At current oil prices, the economy could grow by around 2.5% this year, according to Alexandra Suslina, budget specialist at the Economic Expert Group, a Moscow think tank.
“The economy is slowly recovering,” said Suslina. “The spending of the wealth fund will increase economic indicators, but will not bring Russia to a new level of growth. It will be a short-lived impact.
The weakness of the ruble and the surge in inflation are putting additional pressure on the deteriorating standard of living of Russians. Real disposable incomes are still around 10% lower than levels reached before Putin’s annexation of Crimea in 2014, which triggered international sanctions.
The government has used price controls on some basic foodstuffs in an attempt to contain inflation, which rose in February at the fastest rate since 2016. Consumer price growth reached 5.8% in February.

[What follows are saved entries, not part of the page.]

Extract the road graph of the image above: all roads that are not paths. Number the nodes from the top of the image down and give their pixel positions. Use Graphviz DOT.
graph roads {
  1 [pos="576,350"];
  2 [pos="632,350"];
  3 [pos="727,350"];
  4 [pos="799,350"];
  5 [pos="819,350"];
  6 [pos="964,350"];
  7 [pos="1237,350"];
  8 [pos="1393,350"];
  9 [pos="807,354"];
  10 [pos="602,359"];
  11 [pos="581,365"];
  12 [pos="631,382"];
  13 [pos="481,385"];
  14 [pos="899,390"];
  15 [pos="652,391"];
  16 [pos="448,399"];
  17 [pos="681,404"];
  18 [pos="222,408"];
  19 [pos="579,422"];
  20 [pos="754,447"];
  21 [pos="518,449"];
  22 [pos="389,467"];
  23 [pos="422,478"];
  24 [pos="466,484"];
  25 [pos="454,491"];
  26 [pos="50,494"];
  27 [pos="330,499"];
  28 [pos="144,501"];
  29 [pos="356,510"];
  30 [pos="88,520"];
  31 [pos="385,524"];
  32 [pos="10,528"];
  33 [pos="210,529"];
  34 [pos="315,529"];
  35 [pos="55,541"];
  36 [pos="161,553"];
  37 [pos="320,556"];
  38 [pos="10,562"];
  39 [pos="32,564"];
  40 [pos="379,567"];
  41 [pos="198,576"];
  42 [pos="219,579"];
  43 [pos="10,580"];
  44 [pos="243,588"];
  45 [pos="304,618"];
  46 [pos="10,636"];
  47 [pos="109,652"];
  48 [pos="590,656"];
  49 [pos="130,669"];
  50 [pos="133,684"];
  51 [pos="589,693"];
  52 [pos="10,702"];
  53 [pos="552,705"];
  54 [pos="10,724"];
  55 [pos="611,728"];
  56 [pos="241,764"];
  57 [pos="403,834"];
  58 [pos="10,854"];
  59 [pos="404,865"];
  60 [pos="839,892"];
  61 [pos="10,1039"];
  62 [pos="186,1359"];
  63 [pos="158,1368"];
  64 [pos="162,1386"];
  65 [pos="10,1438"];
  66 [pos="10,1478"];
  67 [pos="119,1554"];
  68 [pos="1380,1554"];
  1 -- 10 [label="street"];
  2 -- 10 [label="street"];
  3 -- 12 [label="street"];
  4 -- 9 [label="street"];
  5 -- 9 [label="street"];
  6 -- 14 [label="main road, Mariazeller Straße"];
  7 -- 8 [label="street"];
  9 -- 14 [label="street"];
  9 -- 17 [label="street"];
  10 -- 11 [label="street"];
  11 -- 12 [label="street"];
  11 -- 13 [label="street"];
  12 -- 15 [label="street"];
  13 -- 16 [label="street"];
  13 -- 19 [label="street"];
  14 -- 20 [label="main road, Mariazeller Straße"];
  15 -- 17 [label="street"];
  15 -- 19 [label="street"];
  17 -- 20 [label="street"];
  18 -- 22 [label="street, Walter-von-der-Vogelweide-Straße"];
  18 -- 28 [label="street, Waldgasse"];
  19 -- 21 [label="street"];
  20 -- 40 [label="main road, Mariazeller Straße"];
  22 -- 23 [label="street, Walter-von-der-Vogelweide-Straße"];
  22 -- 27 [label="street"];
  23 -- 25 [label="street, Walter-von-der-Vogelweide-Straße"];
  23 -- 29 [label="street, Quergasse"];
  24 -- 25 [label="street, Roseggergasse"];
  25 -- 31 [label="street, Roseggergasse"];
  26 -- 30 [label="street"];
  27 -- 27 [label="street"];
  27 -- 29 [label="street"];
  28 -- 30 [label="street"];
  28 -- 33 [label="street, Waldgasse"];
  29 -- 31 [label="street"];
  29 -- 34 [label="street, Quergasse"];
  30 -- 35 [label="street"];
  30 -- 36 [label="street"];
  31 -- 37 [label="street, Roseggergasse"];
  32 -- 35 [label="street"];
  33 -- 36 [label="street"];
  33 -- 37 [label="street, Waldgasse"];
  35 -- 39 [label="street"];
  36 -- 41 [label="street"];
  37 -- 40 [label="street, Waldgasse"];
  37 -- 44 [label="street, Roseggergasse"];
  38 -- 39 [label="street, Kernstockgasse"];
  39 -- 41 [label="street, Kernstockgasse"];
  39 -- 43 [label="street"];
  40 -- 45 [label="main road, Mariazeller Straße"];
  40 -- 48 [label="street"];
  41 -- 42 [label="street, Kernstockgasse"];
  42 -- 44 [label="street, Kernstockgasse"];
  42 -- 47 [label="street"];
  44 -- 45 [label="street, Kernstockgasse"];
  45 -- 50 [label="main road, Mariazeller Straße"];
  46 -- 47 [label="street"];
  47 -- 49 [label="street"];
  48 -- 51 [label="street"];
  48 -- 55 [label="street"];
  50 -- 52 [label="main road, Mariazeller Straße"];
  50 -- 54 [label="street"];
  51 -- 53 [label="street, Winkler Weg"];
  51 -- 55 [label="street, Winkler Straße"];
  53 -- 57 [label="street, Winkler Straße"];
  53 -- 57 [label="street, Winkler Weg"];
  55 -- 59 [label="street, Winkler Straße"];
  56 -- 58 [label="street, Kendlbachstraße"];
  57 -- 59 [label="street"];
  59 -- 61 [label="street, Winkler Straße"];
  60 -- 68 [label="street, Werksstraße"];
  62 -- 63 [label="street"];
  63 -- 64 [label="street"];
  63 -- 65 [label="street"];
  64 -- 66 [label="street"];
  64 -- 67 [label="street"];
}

March 15, estimated the central bank.
As countries in Europe experience a third wave of Covid-19 infections, pushing some governments into further lockdowns, Russia continues to ease restrictions as recorded cases decline. Yet an official campaign to encourage mass vaccination has so far produced little public response.
Although Putin ordered the program to start in December, only about 4.3% of people in Russia received a first dose of the vaccine, compared to 11% in Turkey, almost 30% in the United States and almost 50% in the United States. UK.
“While the percentage of the population vaccinated remains low, Russia will remain exposed to the risk of a damaging third wave that could hurt the prospects for recovery,” said Tatiana Orlova, analyst at Emerginomics in London. “The reluctance of the population to immunize is, in my opinion, a substantial risk to the short-term economic outlook.”